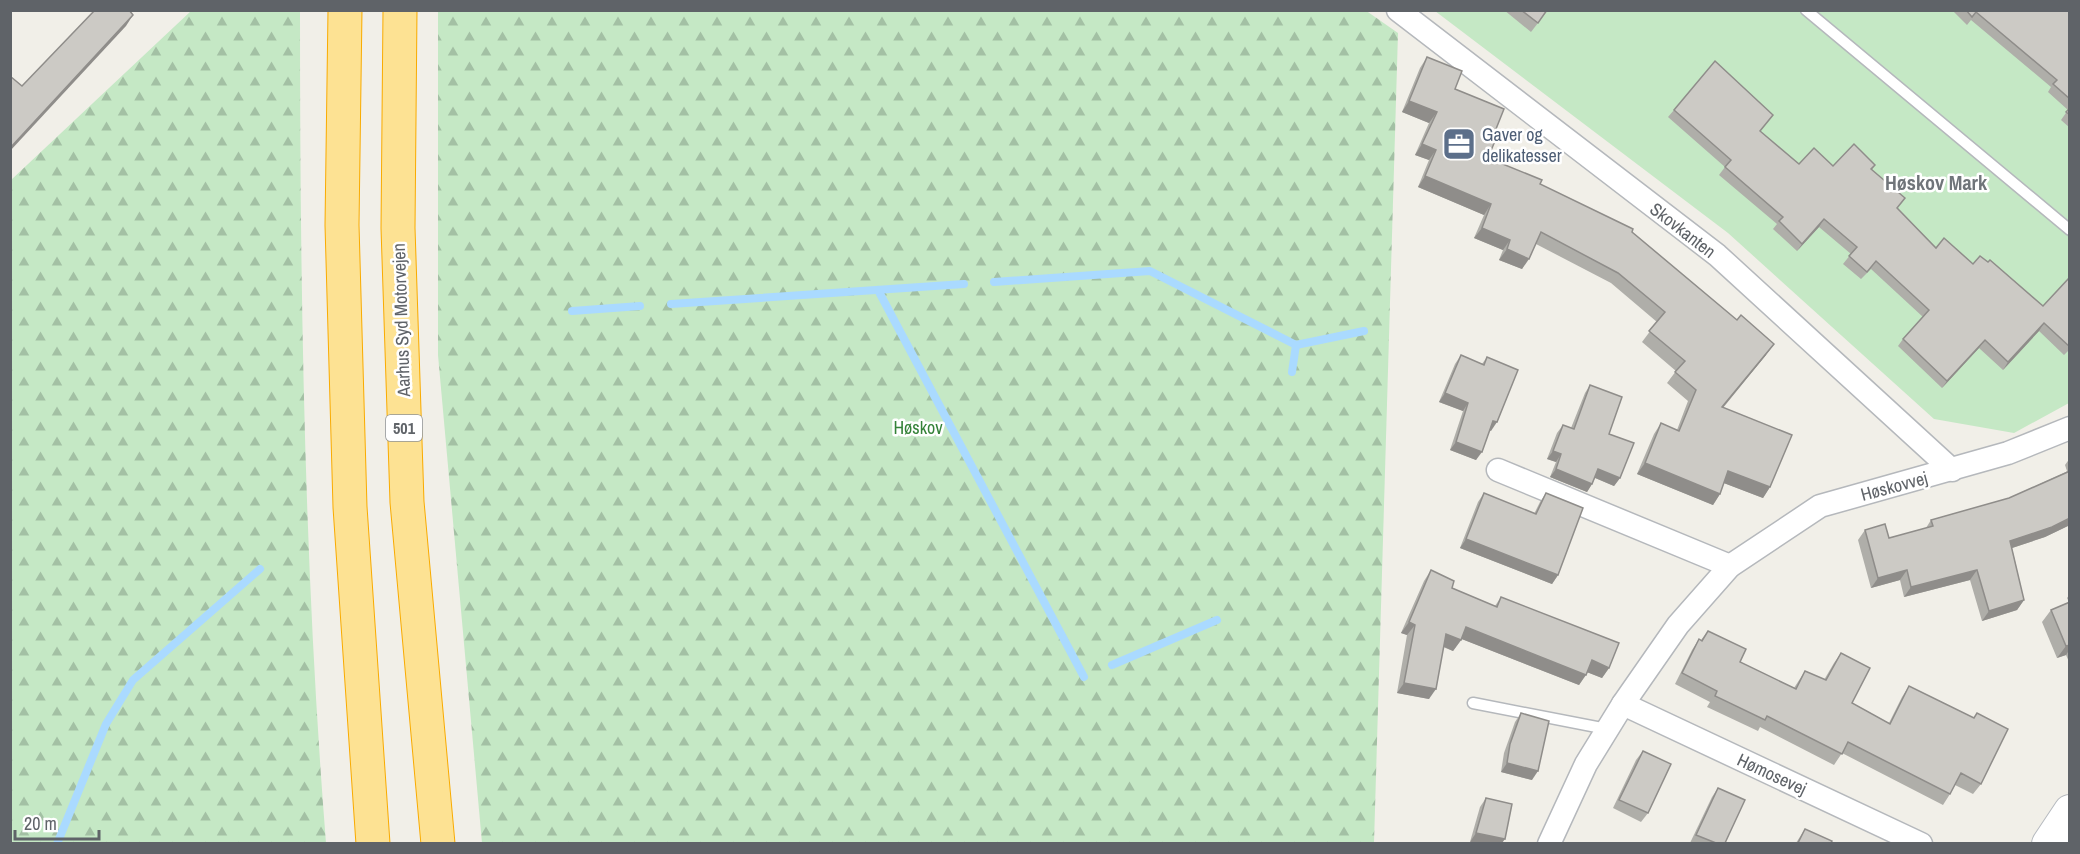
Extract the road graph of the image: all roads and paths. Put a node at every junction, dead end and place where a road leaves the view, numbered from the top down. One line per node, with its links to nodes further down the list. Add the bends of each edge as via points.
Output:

* * *

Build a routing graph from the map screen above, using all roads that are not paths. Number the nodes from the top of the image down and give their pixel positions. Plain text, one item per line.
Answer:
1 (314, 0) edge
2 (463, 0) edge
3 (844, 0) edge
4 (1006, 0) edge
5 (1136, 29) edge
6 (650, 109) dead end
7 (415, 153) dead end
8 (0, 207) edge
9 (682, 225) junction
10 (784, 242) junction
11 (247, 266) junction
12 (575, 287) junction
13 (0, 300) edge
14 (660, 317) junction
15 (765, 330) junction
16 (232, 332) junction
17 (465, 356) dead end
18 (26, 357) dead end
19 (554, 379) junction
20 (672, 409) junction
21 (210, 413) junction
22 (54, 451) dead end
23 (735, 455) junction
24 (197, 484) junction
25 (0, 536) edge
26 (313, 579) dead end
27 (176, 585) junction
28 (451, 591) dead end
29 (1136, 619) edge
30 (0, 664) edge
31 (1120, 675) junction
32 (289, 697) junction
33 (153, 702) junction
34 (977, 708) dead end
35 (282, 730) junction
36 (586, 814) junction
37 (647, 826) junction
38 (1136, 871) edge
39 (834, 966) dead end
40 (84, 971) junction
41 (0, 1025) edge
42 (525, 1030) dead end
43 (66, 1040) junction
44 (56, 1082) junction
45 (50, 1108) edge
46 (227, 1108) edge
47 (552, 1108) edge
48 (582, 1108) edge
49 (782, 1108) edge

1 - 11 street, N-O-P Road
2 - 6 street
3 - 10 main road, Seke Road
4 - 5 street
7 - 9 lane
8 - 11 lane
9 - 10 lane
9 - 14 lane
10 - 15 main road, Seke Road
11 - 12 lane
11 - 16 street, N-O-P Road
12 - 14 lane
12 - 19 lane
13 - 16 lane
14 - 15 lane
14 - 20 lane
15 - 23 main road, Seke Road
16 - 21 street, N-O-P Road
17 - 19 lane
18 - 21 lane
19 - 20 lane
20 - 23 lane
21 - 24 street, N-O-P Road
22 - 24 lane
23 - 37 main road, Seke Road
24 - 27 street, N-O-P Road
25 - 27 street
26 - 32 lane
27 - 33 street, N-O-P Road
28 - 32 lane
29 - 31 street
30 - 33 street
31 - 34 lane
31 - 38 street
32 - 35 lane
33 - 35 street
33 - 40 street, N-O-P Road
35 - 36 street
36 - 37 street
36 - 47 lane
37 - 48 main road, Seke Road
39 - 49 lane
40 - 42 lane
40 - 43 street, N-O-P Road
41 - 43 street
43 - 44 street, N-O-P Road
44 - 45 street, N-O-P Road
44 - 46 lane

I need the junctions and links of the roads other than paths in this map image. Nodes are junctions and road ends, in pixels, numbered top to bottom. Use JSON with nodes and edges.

> **HOW TO COMPLETE THIS TASK**
Wherever a line in the material contains "numbered", count it; the answer is the number alone.

> **RESULT FOR THIS EXERCISE**
2